Kathleen Furey, education and media director of GMO Free NY——has been busy criss-crossing Long Island, New York City and elsewhere in the state challenging GMOs and pressing for passage of the proposed law.

Crops using GMOs were introduced commercially in the United States in 1996. But “Americans are still dining in the dark,” said Ms. Furey in a recent presentation in Sag Harbor, New York. Ms. Furey, a graduate of Stony Brook University’s Sustainability Studies Department with a degree in environmental humanities, said that now in the U.S., 88% of corn, 90% of sugar beets and 94% of soybeans are grown using GMO.  Some 80% of “bottled, boxed or canned foods in the U.S.” contain GMO ingredients.  And livestock feed “is comprised mostly of GMO corn and soybeans.” GMOs “dominate the agricultural landscape” of America today, she said.

People have “the right to make informed choices about what we eat,” she emphasized. “We have the right to be protected from food health risks and the right to stop being used as guinea pigs.”

GMO technology is used to create “transgenic species” of plants and animals. Through it, genes from one often unrelated species are introduced into another.

The biotechnology industry insists GMO technology doesn’t harm people and is useful. It points to how, with genetic modification, plants resistant to some pests have been developed.

But GMO opponents hold it is harmful and various uses have backfired.

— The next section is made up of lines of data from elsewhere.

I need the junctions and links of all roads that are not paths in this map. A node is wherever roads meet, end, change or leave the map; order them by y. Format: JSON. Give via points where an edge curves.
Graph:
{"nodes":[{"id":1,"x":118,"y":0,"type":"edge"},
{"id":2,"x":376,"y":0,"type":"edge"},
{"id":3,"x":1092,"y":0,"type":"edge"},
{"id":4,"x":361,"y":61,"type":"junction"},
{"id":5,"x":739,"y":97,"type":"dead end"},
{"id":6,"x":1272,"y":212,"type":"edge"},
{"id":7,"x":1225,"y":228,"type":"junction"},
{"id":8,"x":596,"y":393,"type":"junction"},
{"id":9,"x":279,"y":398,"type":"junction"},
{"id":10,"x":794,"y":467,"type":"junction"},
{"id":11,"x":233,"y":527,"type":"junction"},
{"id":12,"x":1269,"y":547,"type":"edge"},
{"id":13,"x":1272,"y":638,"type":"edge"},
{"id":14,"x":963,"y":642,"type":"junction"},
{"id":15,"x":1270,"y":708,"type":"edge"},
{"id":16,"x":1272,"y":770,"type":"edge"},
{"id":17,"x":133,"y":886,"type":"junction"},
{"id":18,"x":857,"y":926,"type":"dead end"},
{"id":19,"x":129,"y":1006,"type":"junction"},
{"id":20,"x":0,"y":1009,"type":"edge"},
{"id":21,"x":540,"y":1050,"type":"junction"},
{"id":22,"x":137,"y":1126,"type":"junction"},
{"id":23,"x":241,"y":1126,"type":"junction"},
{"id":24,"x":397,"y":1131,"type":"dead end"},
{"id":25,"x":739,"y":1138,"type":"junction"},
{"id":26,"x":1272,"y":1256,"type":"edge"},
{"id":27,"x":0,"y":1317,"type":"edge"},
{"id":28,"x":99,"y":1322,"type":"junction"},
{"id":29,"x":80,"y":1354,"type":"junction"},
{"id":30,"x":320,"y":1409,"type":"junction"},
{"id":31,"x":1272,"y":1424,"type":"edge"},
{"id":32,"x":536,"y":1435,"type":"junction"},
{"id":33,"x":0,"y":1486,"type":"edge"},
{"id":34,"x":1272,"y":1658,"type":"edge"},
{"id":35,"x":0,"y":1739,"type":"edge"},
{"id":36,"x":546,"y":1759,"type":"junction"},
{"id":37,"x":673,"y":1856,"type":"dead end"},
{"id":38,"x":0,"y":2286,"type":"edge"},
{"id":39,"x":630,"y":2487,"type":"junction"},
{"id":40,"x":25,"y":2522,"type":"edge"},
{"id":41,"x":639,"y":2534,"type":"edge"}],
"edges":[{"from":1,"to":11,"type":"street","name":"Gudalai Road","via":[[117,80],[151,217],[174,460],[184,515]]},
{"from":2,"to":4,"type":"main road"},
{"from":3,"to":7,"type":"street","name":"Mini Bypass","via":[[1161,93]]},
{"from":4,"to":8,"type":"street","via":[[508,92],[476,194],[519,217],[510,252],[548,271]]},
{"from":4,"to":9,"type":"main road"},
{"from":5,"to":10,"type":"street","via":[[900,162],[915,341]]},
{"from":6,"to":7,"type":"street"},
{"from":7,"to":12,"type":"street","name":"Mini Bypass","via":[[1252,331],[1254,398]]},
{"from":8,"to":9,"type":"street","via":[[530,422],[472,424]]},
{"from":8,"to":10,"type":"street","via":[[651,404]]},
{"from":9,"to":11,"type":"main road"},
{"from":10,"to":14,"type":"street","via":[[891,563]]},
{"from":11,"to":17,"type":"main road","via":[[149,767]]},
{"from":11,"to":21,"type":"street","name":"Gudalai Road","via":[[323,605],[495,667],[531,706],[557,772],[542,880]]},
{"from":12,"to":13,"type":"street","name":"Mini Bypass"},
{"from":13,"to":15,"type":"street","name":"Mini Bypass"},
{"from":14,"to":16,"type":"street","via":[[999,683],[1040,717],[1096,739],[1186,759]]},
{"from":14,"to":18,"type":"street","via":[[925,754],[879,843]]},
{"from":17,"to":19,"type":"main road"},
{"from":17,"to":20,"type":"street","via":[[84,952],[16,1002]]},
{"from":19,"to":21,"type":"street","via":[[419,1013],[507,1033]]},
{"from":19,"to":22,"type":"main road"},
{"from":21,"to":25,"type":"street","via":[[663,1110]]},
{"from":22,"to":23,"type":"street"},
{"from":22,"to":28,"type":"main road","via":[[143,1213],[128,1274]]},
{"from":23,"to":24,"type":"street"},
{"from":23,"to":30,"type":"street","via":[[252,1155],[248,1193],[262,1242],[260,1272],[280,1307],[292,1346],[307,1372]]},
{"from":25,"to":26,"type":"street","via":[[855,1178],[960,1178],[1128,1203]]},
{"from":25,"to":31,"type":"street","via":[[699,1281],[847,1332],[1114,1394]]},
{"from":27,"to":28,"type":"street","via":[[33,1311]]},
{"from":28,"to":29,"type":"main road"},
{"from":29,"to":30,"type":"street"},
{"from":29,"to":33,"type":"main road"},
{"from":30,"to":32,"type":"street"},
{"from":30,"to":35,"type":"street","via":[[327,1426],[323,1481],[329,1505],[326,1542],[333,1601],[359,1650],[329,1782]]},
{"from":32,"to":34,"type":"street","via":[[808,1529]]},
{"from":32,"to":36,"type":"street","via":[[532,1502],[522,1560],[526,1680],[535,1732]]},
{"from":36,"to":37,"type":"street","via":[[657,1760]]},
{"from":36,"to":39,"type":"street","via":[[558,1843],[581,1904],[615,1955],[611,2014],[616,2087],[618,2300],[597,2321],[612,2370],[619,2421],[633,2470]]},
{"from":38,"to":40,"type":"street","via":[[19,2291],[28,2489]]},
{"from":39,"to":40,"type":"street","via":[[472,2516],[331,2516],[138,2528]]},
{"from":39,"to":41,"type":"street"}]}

Moreover, they charge that the U.S. government—including the U.S. Food and Drug Administration, the agency empowered to protect Americans from contaminants in their food—has been acting as a rubber stamp for the biotechnology industry, doing its bidding. And it’s not that inside of government there isn’t an awareness of the dangers of GMOs, noted Ms. Furey. She pointed to “internal memos from FDA scientists citing the risks of GMO safety and toxicity that were disregarded by their superiors.”

On pest resistance through GMOs, Ms. Furey spoke of how “superbugs resistant to pest-resistanct GMO crops have evolved and are destroying those crops.” Also, “superweeds resistant to herbicides sprayed on GMO crops have evolved and caused farmers to spray more herbicide per acre and resort to the use of even more-toxic herbicides.”

Ms. Furey and GMO Free NY are supported by national organizations.

The Institute for Responsible Technology——based in Iowa, describes genetically modified foods as “not safe.” Its literature stresses a report by the American Academy of Environmental Medicine citing studies finding “serious health risks associated” with GMO food including “infertility, immune problems, accelerated aging…and changes to major organs and the gastrointestinal system.”

Food & Water Watch——headquartered in Washington, D.C., is warning on its website about the Food and Drug Administration now “paving the way for genetically engineered salmon,” which it calls “frankenfish.” This, furthermore, “would open the floodgates” for genetically modified “cows and pigs which biotech companies are waiting in the wings to finally commercialize after years of research and development.”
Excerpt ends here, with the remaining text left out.